American corporations abandoning ‘woke’ CEI scores over center-right backlash

As conservative pushback against rainbow-themed corporate credit scoring continued chalking wins, outraged activists seethed over “letting the bullies win.”

Proving to be an inflection point, Bud Light’s boondoggle with Dylan Mulvaney proved to American consumers that they could make their voices heard in the culture war. Now, after a slew of companies had felt similar pressure over buying in on alphabet adherence, the Associated Press detailed the mission creep of the Human Rights Campaign and activist anger about not following through.

Highlighting the HRC’s Corporate Equality Index that companies such as Lowes, Ford, and Stanley Black and Decker were abandoning, the AP contended the “report card” initially focused on “ensuring that gay, lesbian, bisexual, transgender and queer employees did not face discrimination in hiring and on the job. Just 13 companies received a perfect score in 2002. By last year, 545 businesses did even though the requirements have expanded.”

Their take on some of the discriminatory practices that had been exposed at companies pushing “DEI-based training programs” and supporting “divisive events” suggested conservatives were “now targeting workplace initiatives such as diversity programs and hiring practices that prioritize historically marginalized groups, and widening their objections to include programs focused on gender identity and sexual orientation.”

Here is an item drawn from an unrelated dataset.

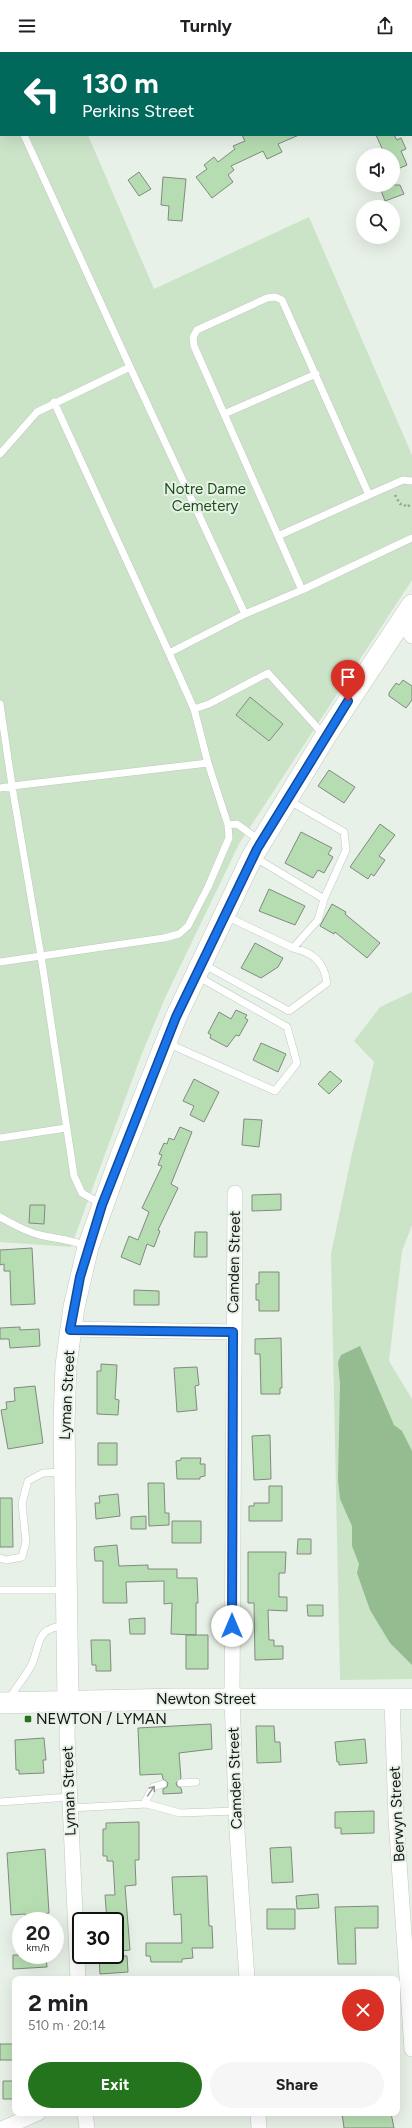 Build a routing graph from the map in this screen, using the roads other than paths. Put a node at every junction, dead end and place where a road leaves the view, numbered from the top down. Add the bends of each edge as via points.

Wisconsin Institute for Law & Liberty’s Dan Lennington, who is the deputy counsel for the Equality Under the Law Project that represented clients challenging DEI and the sort argued, “We don’t believe that people should be identified as groups and that you should right past wrongs by advantaging one group and disadvantaging another group.”

However, the AP spotlighted a victimhood narrative featuring a take from Community Marketing & Insights Senior Research Director David Paisley who said, “Almost all LGBT community members have been bullied when they were young, and the concept of being bullied is something that hits us really hard…It feels like you’re letting the bullies win.”

Meanwhile, those lamenting the “bullies” determined that they would continue to issue report cards for companies whether they liked it or not. The HRC made clear that they would continue to rank Fortune 500 companies and those that had publicly withdrawn would have 25 points deducted from their scores.

According to the report, in order for those more than 500 businesses to get perfect scores, requirements had shifted from things like better healthcare coverage for domestic partners in 2004 to demanding IVF and adoption benefits along with “gender-transition guidelines” by 2022.

A statement from HRC Vice President Eric Bloem cautioned that “abandoning these programs in fact opens them up to risk down the road if employees feel discrimination or harassment.”

Speaking from the other side of the argument, Lennington asserted, “We have no problem with nondiscrimination, but we’re worried about these policies going too far and harming innocent third parties who have either religious objections or they’re being excluded because they’re not LGBTQ or a certain race.”

Still, the AP went on to present findings of a Gallup poll from March 2024 that determined 1 in 13 adults identified somewhere within the alphabet soup and cited LGBTQ+ consultant Fabrice Houdart who said “I think they will lose, in the end, LGBT talent and LGBT consumers. And the parents of trans kids, which are an increasing population in the United States, they’re probably going to remember that those were companies who went out of their way to side with the bullies.”